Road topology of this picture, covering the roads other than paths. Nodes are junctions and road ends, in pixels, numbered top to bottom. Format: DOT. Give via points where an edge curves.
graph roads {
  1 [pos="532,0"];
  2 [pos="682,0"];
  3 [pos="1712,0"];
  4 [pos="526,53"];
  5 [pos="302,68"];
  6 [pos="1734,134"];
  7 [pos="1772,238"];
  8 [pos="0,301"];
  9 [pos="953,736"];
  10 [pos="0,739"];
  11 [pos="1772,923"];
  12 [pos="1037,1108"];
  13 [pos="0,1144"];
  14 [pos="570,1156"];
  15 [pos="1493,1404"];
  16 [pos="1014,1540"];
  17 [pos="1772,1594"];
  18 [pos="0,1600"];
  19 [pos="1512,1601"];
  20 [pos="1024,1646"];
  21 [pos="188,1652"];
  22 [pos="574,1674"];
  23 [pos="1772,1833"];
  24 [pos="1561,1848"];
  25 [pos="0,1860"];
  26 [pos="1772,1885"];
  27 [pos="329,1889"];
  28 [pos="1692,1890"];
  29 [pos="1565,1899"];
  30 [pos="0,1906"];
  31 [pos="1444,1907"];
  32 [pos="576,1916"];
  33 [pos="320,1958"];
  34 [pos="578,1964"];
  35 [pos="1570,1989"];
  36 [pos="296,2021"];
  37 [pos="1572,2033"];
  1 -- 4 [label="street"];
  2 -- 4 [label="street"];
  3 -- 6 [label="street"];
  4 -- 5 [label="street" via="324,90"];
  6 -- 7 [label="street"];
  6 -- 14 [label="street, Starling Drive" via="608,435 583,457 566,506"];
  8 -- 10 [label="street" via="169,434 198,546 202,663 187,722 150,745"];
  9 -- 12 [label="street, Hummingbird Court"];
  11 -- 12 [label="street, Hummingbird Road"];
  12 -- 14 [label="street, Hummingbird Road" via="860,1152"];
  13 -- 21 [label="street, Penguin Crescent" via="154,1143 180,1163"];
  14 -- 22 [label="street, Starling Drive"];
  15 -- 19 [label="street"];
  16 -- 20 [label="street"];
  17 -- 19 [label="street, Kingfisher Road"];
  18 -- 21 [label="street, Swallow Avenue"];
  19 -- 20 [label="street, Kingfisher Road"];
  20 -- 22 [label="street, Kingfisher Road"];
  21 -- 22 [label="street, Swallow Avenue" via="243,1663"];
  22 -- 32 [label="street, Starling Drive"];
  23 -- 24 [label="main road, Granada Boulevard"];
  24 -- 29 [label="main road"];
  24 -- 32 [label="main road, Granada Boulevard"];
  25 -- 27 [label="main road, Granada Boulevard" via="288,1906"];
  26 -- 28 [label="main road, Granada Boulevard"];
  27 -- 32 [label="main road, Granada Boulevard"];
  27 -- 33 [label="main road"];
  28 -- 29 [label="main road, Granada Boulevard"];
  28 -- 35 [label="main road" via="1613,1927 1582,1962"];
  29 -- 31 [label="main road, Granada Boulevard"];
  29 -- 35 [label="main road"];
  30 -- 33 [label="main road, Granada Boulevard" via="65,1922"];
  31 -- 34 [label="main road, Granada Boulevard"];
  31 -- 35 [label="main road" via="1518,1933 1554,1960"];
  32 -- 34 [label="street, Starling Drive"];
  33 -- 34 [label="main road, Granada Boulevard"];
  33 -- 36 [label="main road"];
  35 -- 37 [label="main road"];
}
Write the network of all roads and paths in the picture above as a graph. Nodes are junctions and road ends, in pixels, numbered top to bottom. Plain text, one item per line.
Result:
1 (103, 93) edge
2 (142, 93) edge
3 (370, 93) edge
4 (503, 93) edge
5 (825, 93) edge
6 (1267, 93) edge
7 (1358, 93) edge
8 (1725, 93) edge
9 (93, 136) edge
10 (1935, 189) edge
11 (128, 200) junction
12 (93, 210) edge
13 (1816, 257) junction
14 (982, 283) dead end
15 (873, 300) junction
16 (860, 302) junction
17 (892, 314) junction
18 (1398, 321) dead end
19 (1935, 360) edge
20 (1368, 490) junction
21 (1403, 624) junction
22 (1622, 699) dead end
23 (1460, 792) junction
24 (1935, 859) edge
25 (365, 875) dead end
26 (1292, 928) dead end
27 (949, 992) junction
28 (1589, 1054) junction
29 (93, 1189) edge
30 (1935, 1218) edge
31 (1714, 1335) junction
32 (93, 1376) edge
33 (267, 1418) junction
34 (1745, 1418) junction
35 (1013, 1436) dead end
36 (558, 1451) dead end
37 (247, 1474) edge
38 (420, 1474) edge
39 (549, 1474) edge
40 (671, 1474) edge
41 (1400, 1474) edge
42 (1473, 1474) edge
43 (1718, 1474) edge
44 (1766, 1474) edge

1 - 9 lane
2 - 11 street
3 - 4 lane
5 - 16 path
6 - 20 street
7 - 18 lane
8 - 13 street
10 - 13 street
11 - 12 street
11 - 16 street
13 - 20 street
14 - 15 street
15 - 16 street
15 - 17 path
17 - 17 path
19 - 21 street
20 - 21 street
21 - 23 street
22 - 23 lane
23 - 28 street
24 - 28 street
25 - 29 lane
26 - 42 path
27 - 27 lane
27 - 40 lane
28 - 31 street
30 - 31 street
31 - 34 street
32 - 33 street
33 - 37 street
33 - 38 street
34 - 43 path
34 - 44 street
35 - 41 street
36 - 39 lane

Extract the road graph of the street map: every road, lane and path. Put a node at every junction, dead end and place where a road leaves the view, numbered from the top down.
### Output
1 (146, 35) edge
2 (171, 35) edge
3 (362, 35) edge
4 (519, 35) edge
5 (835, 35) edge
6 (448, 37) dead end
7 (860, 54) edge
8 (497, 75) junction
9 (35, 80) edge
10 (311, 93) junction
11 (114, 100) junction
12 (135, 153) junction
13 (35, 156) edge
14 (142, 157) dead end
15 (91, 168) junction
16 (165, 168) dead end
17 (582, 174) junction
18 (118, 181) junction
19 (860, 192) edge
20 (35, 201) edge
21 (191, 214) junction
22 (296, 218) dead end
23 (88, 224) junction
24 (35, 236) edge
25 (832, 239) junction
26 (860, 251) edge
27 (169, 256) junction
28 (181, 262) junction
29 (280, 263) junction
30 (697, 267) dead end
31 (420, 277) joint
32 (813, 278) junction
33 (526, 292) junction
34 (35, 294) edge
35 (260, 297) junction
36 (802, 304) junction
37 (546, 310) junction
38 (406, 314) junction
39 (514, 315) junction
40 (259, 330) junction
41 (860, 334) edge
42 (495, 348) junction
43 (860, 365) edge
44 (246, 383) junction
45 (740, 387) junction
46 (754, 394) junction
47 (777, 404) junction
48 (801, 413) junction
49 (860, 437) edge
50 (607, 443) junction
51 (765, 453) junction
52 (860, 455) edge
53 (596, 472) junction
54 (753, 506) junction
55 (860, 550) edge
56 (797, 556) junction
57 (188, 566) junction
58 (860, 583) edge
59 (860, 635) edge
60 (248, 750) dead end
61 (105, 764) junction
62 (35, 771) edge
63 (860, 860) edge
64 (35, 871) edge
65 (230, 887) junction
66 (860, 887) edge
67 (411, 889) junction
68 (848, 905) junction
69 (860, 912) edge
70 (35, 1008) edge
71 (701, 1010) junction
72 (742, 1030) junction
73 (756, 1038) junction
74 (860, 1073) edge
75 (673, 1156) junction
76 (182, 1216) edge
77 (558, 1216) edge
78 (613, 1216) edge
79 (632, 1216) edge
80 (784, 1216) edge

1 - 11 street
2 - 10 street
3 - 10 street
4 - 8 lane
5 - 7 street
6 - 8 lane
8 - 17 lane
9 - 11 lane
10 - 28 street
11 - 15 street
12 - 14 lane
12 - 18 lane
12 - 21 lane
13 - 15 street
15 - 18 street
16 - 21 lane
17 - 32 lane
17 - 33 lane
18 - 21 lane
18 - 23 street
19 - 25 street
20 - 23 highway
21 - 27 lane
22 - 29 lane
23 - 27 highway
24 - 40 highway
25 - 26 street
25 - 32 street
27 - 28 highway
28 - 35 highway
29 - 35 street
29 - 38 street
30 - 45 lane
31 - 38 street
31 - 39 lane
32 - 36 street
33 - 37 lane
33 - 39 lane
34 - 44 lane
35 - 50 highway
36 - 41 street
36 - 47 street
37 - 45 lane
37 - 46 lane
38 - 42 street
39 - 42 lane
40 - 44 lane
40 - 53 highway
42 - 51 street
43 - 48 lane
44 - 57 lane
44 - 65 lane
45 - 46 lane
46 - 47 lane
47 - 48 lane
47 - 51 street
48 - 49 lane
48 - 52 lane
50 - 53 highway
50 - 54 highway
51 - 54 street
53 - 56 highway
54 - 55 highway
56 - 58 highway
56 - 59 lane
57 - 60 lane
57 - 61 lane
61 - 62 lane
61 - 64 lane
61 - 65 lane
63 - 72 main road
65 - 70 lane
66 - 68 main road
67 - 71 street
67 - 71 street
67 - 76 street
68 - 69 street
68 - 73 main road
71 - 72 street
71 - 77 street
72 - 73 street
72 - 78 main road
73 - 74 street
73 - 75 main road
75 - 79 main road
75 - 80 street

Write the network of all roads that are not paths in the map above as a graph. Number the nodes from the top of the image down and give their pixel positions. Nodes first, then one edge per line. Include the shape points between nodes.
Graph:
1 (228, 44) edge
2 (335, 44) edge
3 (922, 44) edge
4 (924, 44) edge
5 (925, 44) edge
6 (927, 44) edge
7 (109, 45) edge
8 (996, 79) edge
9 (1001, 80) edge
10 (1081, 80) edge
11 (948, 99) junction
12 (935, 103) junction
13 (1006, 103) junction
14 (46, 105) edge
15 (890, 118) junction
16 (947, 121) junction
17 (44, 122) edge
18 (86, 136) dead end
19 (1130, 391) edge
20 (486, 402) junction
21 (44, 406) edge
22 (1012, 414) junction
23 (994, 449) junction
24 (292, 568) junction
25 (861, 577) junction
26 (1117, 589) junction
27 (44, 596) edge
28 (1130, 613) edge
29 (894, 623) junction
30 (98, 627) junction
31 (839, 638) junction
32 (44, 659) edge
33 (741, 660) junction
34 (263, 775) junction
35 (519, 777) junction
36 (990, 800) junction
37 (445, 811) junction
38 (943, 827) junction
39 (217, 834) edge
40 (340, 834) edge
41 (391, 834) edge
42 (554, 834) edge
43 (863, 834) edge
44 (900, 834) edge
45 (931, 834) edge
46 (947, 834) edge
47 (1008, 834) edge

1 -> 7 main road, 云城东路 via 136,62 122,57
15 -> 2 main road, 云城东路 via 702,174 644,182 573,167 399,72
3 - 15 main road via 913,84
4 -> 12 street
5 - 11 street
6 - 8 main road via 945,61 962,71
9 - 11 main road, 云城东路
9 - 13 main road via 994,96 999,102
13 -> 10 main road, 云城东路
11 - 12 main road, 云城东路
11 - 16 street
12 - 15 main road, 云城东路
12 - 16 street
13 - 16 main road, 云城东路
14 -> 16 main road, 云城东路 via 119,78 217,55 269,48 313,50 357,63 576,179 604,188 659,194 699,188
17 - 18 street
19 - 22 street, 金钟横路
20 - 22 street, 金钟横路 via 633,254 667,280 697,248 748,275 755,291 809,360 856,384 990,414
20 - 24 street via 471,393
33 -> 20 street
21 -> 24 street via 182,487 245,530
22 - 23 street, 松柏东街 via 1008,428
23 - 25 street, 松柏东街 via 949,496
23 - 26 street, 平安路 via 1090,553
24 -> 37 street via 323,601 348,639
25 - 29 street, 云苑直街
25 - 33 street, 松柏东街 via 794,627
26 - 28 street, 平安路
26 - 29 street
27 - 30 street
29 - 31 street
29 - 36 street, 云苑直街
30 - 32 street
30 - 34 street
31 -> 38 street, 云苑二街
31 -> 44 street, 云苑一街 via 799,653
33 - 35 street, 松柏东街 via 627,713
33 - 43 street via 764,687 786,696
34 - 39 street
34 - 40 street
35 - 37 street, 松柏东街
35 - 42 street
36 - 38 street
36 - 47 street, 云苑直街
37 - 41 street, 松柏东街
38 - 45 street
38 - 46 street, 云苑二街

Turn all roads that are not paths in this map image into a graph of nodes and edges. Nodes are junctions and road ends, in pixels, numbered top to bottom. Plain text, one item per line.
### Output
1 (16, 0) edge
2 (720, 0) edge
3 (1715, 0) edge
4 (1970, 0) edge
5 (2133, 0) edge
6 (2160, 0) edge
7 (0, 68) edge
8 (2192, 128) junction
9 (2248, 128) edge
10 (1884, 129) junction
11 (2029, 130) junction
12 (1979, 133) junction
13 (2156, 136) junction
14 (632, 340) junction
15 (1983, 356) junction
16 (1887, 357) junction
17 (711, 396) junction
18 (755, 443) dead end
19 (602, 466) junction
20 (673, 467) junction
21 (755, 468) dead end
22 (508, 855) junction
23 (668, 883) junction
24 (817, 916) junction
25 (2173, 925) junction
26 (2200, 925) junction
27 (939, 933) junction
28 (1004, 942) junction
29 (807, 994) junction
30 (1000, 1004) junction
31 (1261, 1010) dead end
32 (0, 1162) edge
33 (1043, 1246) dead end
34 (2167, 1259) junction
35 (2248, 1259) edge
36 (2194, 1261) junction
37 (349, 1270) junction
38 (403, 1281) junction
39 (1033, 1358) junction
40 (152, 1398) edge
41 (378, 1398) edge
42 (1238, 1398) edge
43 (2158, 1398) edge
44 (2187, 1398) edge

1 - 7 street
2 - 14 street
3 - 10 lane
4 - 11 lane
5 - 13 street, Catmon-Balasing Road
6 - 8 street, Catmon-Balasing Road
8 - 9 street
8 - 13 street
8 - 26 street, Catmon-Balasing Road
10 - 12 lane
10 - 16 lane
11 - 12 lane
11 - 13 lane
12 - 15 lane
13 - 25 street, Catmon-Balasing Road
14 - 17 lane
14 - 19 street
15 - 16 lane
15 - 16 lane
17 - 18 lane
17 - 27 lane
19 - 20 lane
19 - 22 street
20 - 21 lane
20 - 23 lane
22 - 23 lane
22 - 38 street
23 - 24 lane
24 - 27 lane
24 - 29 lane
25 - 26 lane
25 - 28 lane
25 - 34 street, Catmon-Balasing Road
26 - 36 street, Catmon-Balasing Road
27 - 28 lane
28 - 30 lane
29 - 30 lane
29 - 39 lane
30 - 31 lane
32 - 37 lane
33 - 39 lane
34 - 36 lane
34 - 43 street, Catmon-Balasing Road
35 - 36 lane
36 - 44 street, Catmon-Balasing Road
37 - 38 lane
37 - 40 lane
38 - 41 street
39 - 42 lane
- - - -
▸ **REQUIREMENT**: Take each line in the listing that has the word "Hummingbird" and copy it.

▸ **RESULT FOR THIS TASK**:
  9 -- 12 [label="street, Hummingbird Court"];
  11 -- 12 [label="street, Hummingbird Road"];
  12 -- 14 [label="street, Hummingbird Road" via="860,1152"];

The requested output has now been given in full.